Fourteen year old Sally and her parents sat in front of me in my counseling office one afternoon. Sally chomped her gum and looked bored, her mom looked terrified, and her dad looked angry. They had come because Sally had been staying out past curfew, was getting poor grades in school, and her attitude had been disrespectful. She was not responding to the correction given by her parents and they described themselves as at the end of their rope.
Mom told me they had been in church every Sunday and Wednesday since Sally was born. They kept her out of public schools instead home educating and more recently putting her in a private school. Mom said they would do anything for Sally.

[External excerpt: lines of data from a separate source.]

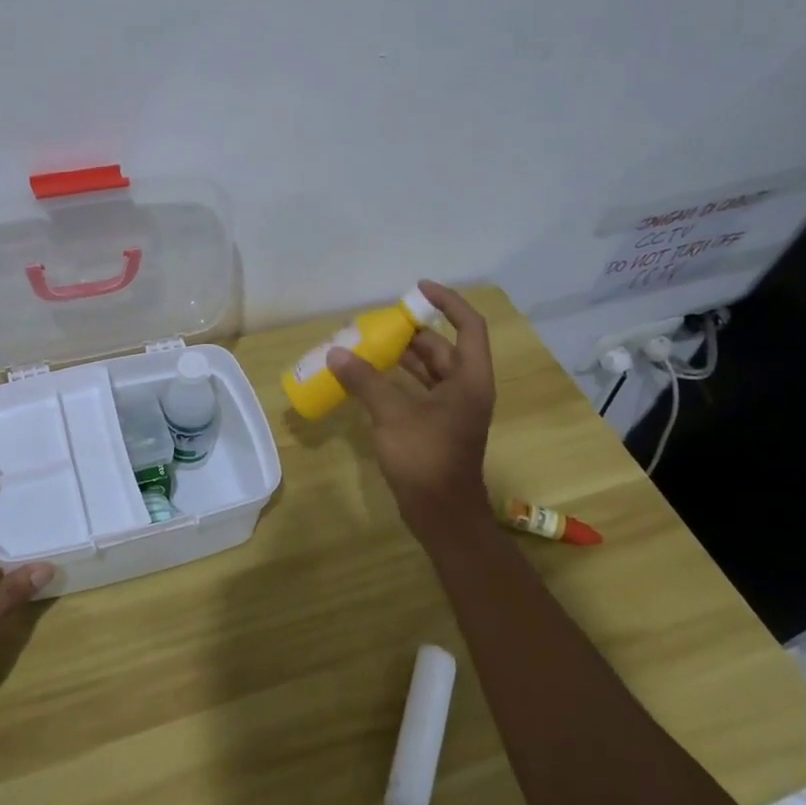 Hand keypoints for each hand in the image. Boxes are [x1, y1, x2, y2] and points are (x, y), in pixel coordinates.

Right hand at [327, 281, 496, 545]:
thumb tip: (336, 353)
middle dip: (411, 332)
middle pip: (442, 347)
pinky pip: (418, 391)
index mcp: (469, 380)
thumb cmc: (426, 460)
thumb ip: (365, 381)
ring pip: (428, 370)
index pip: (468, 326)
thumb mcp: (393, 416)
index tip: (417, 289)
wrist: (442, 515)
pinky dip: (397, 380)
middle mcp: (466, 389)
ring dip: (401, 356)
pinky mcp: (437, 426)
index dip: (447, 302)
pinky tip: (369, 378)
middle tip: (377, 322)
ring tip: (367, 344)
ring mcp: (452, 410) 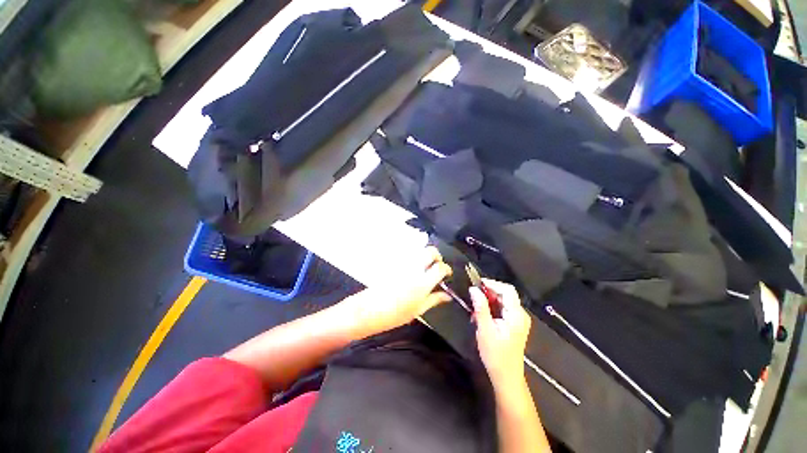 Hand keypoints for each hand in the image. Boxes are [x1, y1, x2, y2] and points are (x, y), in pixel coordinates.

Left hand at [346, 247, 451, 333]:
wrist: (368, 310)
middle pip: (430, 251)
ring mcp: (402, 263)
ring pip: (419, 250)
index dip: (446, 269)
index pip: (440, 267)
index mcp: (422, 282)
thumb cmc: (394, 315)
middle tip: (437, 265)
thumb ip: (434, 300)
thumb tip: (447, 296)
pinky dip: (414, 258)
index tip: (447, 273)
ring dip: (425, 255)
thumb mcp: (417, 310)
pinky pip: (408, 255)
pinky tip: (413, 268)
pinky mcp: (394, 262)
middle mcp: (414, 268)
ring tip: (425, 266)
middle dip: (437, 255)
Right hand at [472, 279, 530, 389]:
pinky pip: (502, 308)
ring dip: (488, 301)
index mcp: (517, 315)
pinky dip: (491, 308)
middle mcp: (520, 314)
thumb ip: (480, 307)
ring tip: (475, 308)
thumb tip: (473, 289)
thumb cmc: (496, 354)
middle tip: (473, 296)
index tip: (477, 283)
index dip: (492, 283)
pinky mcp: (514, 323)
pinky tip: (480, 315)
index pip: (507, 290)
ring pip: (502, 301)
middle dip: (488, 293)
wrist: (506, 376)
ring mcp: (518, 319)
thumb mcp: (485, 330)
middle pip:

When asked, Dad said Sally was a spoiled brat. He said she just needed some discipline but that his wife would not let him punish Sally. He told me that every consequence he gave Sally was undermined by his wife, so he just gave up.
This is unfortunately a common scenario when dealing with families. In this case as we counseled together several things quickly came to light. Dad was overly harsh in his dealings with Sally and Mom felt she needed to step in and protect her.

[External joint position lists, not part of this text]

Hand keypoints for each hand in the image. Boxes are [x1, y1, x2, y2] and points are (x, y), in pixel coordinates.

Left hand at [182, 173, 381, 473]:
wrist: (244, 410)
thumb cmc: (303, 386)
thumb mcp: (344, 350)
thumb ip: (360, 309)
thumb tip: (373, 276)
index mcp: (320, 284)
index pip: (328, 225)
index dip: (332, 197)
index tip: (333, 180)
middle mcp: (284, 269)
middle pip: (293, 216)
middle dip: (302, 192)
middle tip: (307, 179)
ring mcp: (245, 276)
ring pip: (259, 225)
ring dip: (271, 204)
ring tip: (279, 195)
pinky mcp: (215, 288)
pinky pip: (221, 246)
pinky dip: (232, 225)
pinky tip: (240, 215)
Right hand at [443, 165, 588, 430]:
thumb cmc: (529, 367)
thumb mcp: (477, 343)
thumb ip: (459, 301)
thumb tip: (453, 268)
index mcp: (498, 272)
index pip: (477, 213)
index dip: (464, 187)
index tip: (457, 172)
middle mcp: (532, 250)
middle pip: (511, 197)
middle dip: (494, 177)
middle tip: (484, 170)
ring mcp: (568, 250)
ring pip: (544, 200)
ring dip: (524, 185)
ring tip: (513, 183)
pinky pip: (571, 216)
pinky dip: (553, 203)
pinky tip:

Fathers, do not provoke your children, lest they become discouraged. Colossians 3:21 (ESV)
Dad often “disciplined” Sally while enraged with her. He would say things that were cruel and condescending to her when angry, and routinely used sarcasm when speaking with her. He was shown from the Bible how his actions revealed a heart of anger and taught how to address his sinful anger in a way that honors God. He did not understand what biblical discipline is and had no idea that the central theme of discipline is to disciple or teach his daughter how to live righteously before God. Once he learned how to ask Sally questions that would engage her mind and conscience instead of her emotions he began to learn who his daughter really was. Instead of asking her why she said or did something, he would ask what outcome she was looking for or what she meant by what she said. He learned Sally was quite frightened of him because of his past rage-filled actions toward her. In time, they both learned to listen to understand what the other was saying, to ask clarifying questions, and to confess their sin to one another seeking forgiveness.
But now you must also rid yourselves of all such things as these: anger, rage, malice, slander, and filthy language from your lips. Colossians 3:8 (NIV)
Mom also had a part to play in this broken family. She overcompensated for her husband’s harshness by making secret treaties with her daughter. She would criticize her husband to Sally and tell her she didn’t agree with the discipline or with much that her husband did in parenting. She would allow Sally to do things and go places she knew her husband would forbid, and then instruct Sally not to tell. When Dad would ground Sally (which is rarely an effective discipline) Mom would allow Sally to go out, use the phone or computer when her husband was not around. Mom had become a liar and brought Sally into a conspiracy against her Dad by these actions. Sally saw this as Mom clearly not respecting Dad or his authority in the home and took advantage of the situation. The truth was, there was little respect toward the man of the house in any situation.
With Sally out of the room, Mom was confronted about her unbiblical activities and called to account for making secret treaties, lying and other deception, disrespecting her husband, and hypocrisy.
Do not lie to one another, since you laid aside the old self with its evil practices, Colossians 3:9 (NASB)
Her heart was also exposed and she was instructed in how to make an appeal to her husband, the command to respect him and what biblical submission look like.
Nevertheless, each individual among you also is to love his own wife even as himself, and the wife must see to it that she respects her husband. Ephesians 5:33 (NASB)
This family demonstrates some of the common issues seen in a counseling situation when parent’s have blown it. Scripture is very clear on each of the issues represented in this case. Parents who are harsh, angry, and overbearing with what they call punishment will produce an angry, rebellious child.
Parents should never seek to “punish” their children anyway! Parents are commanded to discipline their children, not punish them. Punishment does not fulfill the Scriptural admonition to teach, rebuke, correct, and train in righteousness (2 Timothy 3:16). Discipline encompasses all of these elements and will bring a harvest of righteousness in your family.